Ancak tekrar için de denenebilecek yeni yöntemler keşfedilmiştir. Boşluk etkisi öğretmenin her iki üç haftada bir anlattıklarını tekrar etmesi ya da buna dönük ödevler vermesi olarak tanımlanabilir. Solmakta olan bilgileri tazelemek için ideal bir yöntemdir.
SIK TEST
Sık test, öğrencileri not kaygısından ve rekabetten uzak tutarak oyunlarla konunun tekrar edilmesini sağlar. İşlenen konuya ilişkin sorular, özellikle dijital öğretim araçlarıyla oyunlaştırılarak sorulur ve kaygıdan arınmış güvenli ortamda rahat bir tekrar sağlanır.
KAVRAMLARI SERPME
Bir öğrenmeyi tekrar ederken o öğrenmeyi anlatış sırasıyla değil o sırayı bozarak öğretme işidir. Böylece öğrenmeler arasında farklı anımsama kancaları oluşarak konu öğrencinin belleğine yeni bağlantılarla da kazınacaktır.
METNİ VE RESİMLERİ BİRLEŞTİRME
Hal-i hazırdaki bilgileri yorumlayarak bir tabloya ya da görsele dönüştürmek hem öğrencilerin bu tabloları ya da görselleri yorumlarken devindirmesi gereken bilgileri anımsatacak hem de tablo ve görsel oluşturma ödevleri kullanılarak öğretim sürecine etkileşimsel bir katkı sunmaları sağlanacaktır.
PEKİ AİELER NELER YAPABİLİR?
Aileler, çocukların düşünme becerilerini geliştirmek, okumaya yöneltmek ve belleğinin kapasitesini artırmak için alışveriş listelerini çocuklarıyla beraber yapabilirler. Onların yanında gazete ve dergi okuyarak onları da okumaya yöneltebilirler. Dergi ya da gazetelere metin, resim gibi çocuklarının yaptığı ürünleri beraber göndererek onların sanata ilişkin kalıcı deneyimler elde etmesini sağlayabilirler.

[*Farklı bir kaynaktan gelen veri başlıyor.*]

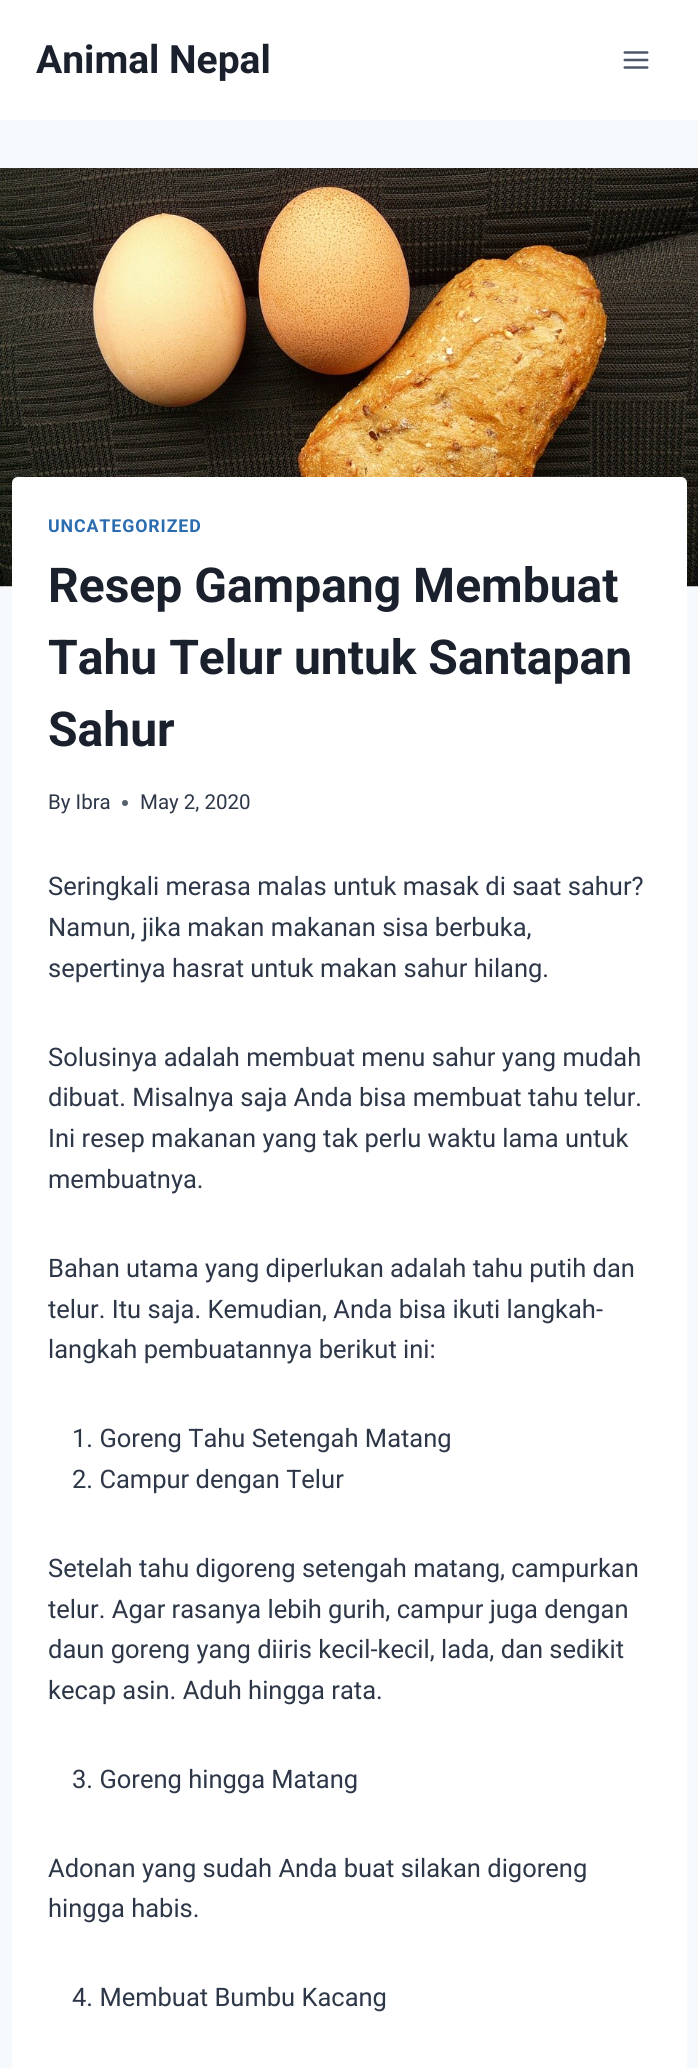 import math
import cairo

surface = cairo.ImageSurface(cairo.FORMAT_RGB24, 698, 2068)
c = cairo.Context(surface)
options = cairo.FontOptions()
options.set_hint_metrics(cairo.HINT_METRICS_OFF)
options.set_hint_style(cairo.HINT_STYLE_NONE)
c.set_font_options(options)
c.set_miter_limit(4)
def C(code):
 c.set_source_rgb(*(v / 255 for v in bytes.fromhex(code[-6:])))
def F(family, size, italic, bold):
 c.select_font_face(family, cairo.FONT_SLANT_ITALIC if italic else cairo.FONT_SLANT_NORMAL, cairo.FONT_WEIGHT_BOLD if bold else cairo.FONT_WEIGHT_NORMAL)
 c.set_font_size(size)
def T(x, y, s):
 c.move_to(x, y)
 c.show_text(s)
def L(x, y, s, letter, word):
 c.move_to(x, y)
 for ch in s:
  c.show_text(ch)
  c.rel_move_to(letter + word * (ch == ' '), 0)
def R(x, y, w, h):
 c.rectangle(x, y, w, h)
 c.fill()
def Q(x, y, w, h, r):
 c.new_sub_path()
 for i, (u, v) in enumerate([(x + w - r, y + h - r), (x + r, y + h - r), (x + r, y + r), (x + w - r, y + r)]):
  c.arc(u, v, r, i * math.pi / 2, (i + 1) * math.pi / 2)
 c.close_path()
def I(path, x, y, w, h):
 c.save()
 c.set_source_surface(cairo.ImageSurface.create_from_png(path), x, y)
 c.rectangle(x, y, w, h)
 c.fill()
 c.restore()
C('f7fafc')
c.paint()
C('ffffff')
R(0,0,698,120)
F('Roboto',39,0,1)
C('1a202c')
T(36,73,'Animal Nepal')
I('1.png',623,51,26,18)
I('2.png',0,168,698,419)
C('ffffff')
Q(12,477,675,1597,6)
c.fill()
F('Roboto',17.75,0,1)
C('2b6cb0')
L(48,532,'UNCATEGORIZED',.9,0)
F('Roboto',48,0,1)
C('1a202c')
T(48,602,'Resep Gampang Membuat')
T(48,674,'Tahu Telur untuk Santapan')
T(48,746,'Sahur')
F('Roboto',20.5,0,0)
C('2d3748')
T(48,809,'By Ibra')
C('575f6d')
c.new_path()
c.arc(125,803,3,0,2 * math.pi)
c.fill()
C('2d3748')
T(140,809,'May 2, 2020')
F('Roboto',25.5,0,0)
T(48,895,'Seringkali merasa malas untuk masak di saat sahur?')
T(48,936,'Namun, jika makan makanan sisa berbuka,')
T(48,977,'sepertinya hasrat untuk makan sahur hilang.')
T(48,1066,'Solusinya adalah membuat menu sahur yang mudah')
T(48,1106,'dibuat. Misalnya saja Anda bisa membuat tahu telur.')
T(48,1147,'Ini resep makanan yang tak perlu waktu lama untuk')
T(48,1188,'membuatnya.')
T(48,1277,'Bahan utama yang diperlukan adalah tahu putih dan')
T(48,1318,'telur. Itu saja. Kemudian, Anda bisa ikuti langkah-')
T(48,1358,'langkah pembuatannya berikut ini:')
T(72,1447,'1. Goreng Tahu Setengah Matang')
T(72,1488,'2. Campur dengan Telur')
T(48,1577,'Setelah tahu digoreng setengah matang, campurkan')
T(48,1618,'telur. Agar rasanya lebih gurih, campur juga dengan')
T(48,1658,'daun goreng yang diiris kecil-kecil, lada, dan sedikit')
T(48,1699,'kecap asin. Aduh hingga rata.')
T(72,1788,'3. Goreng hingga Matang')
T(48,1877,'Adonan yang sudah Anda buat silakan digoreng')
T(48,1917,'hingga habis.')
T(72,2006,'4. Membuat Bumbu Kacang')
surface.write_to_png('o.png')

Bir çocuk için en önemli zaman dönemi okuldan da önce, ailesiyle geçirdiği 0 – 7 yaş arasını kapsayan zaman dönemidir. Evinde dergi gazete kitap bulunan çocukların ileride akademik anlamda yaşıtlarından daha başarılı oldukları ve düşünme becerilerinde daha ileri seviyede bulunduklarını somutlamış onlarca araştırma makalesi bulmak olanaklıdır. Aileler onları karşılaştırabildiği kadar çok uyaranla karşılaştırmalı, gezdirebildiği kadar çok gezdirmeli ve erken yaşta dünyaya ilişkin yaşlarına uygun deneyimler elde etmesini sağlamalıdır.